* **GIVEN INFORMATION**:
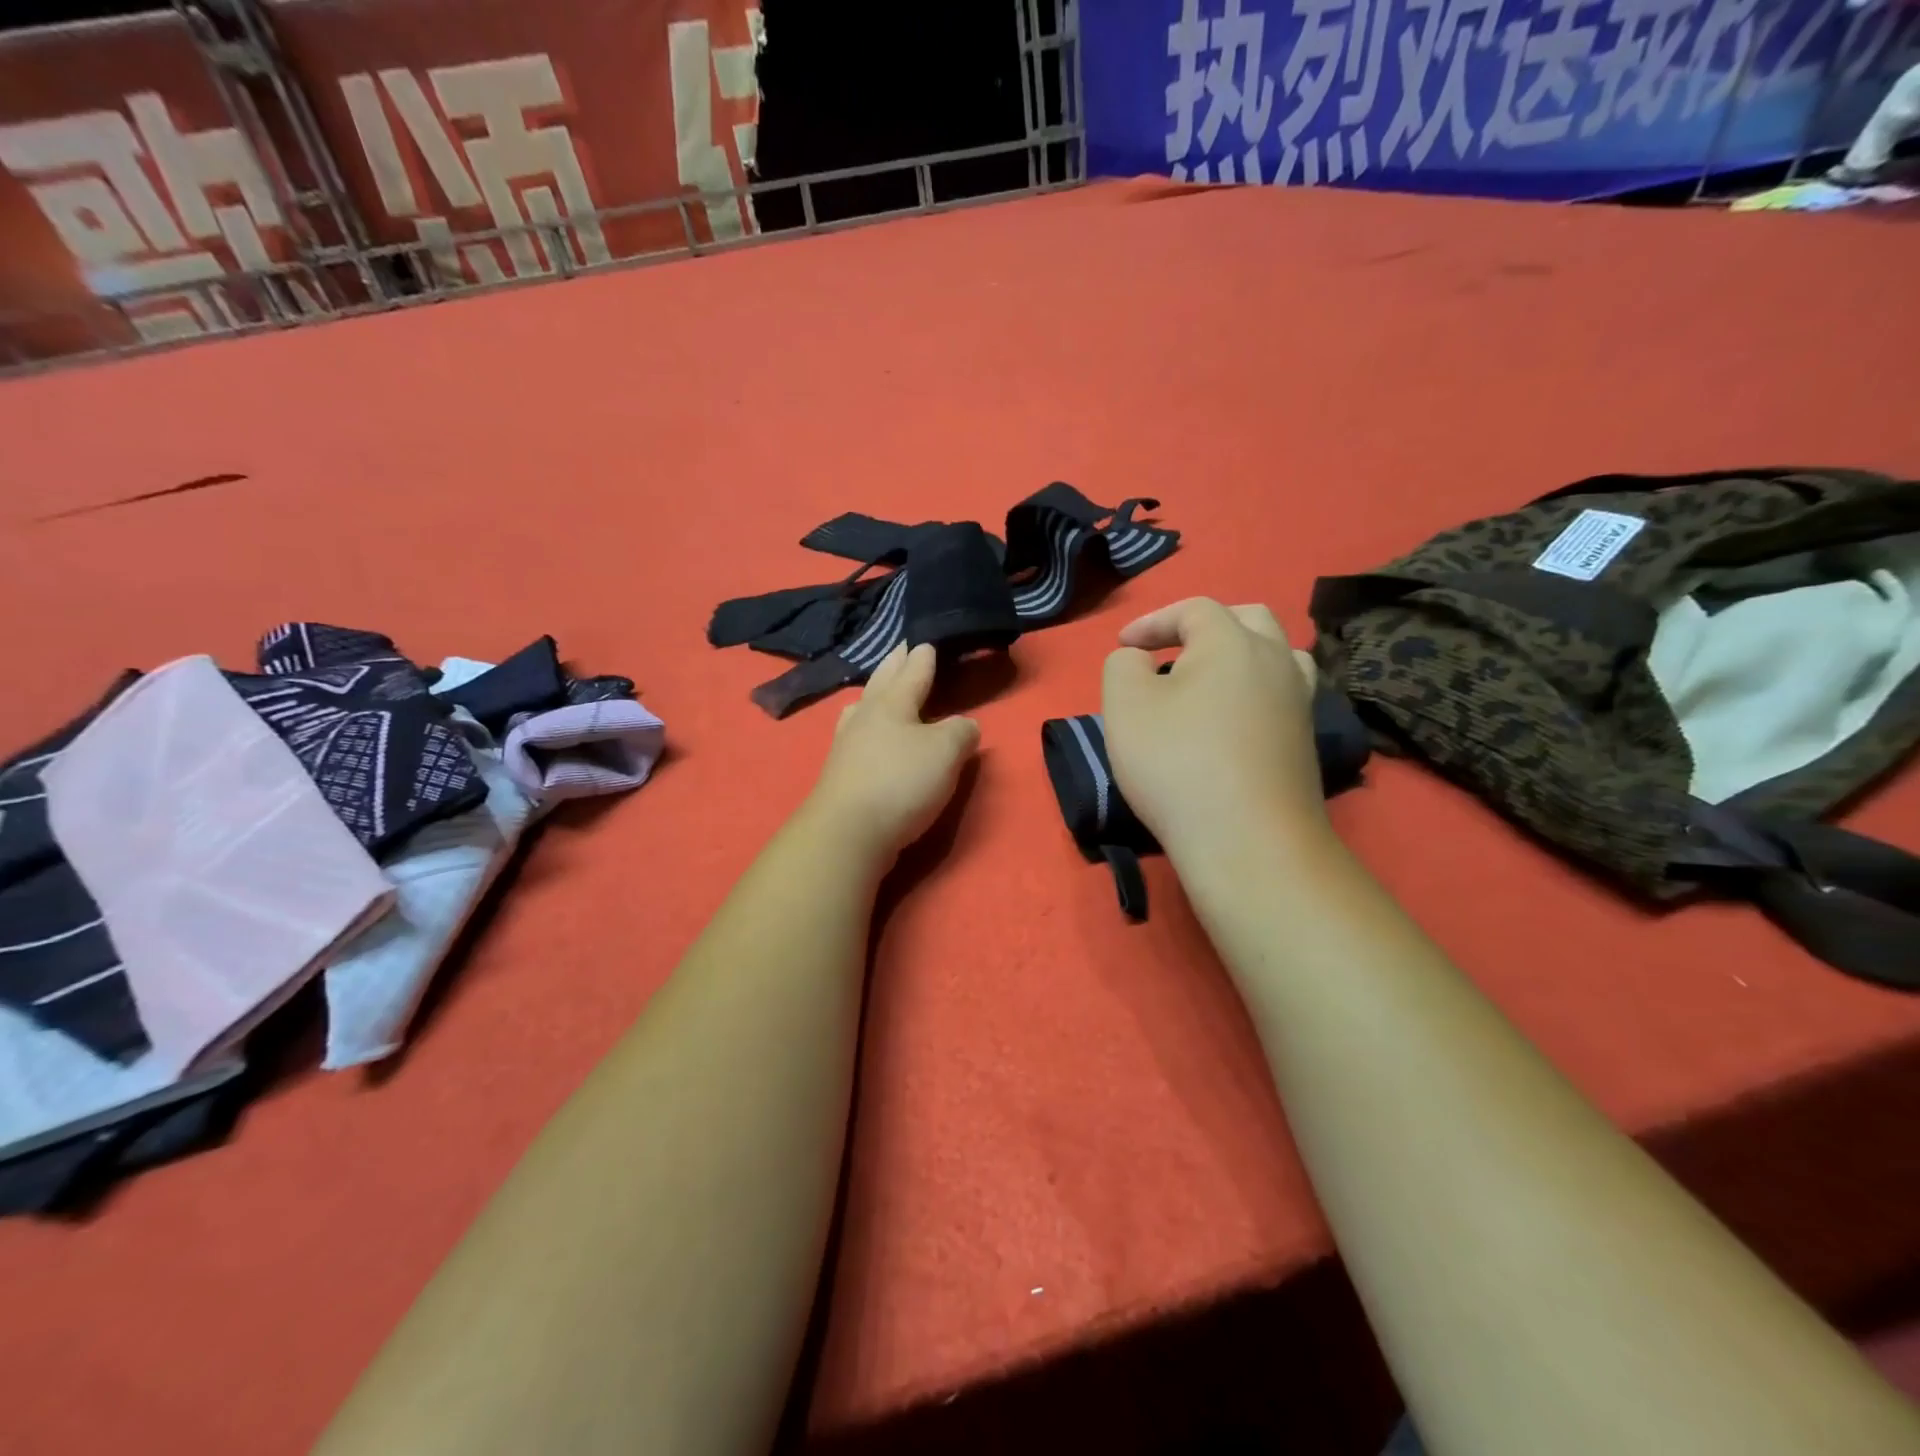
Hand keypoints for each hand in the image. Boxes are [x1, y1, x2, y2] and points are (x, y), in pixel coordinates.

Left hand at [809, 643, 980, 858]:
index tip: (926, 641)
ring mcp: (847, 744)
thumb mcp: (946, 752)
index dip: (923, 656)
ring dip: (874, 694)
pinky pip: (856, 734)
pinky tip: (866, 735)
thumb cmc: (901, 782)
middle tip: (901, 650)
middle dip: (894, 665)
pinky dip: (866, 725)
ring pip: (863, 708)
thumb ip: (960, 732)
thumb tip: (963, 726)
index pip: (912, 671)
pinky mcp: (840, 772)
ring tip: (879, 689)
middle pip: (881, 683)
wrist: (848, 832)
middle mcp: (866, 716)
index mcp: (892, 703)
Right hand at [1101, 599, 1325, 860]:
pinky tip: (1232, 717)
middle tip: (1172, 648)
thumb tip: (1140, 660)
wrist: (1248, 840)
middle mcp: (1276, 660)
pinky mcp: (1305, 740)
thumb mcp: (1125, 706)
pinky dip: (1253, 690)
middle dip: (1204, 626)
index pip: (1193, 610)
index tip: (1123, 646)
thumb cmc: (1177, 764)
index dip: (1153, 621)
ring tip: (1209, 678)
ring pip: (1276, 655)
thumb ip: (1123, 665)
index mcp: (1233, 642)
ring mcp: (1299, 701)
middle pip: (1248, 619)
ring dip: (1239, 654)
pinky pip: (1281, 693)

* **WHAT THE EXERCISE ASKS**:
Select every line in the records above that contains the word "index".

* **RESPONSE TO THE EXERCISE**:
index tip: (926, 641)
index dip: (923, 656)
index pip: (912, 671)
index mcp: (892, 703)
index pip: (1193, 610)
index tip: (1123, 646)
index dip: (1153, 621)
index mcp: (1233, 642)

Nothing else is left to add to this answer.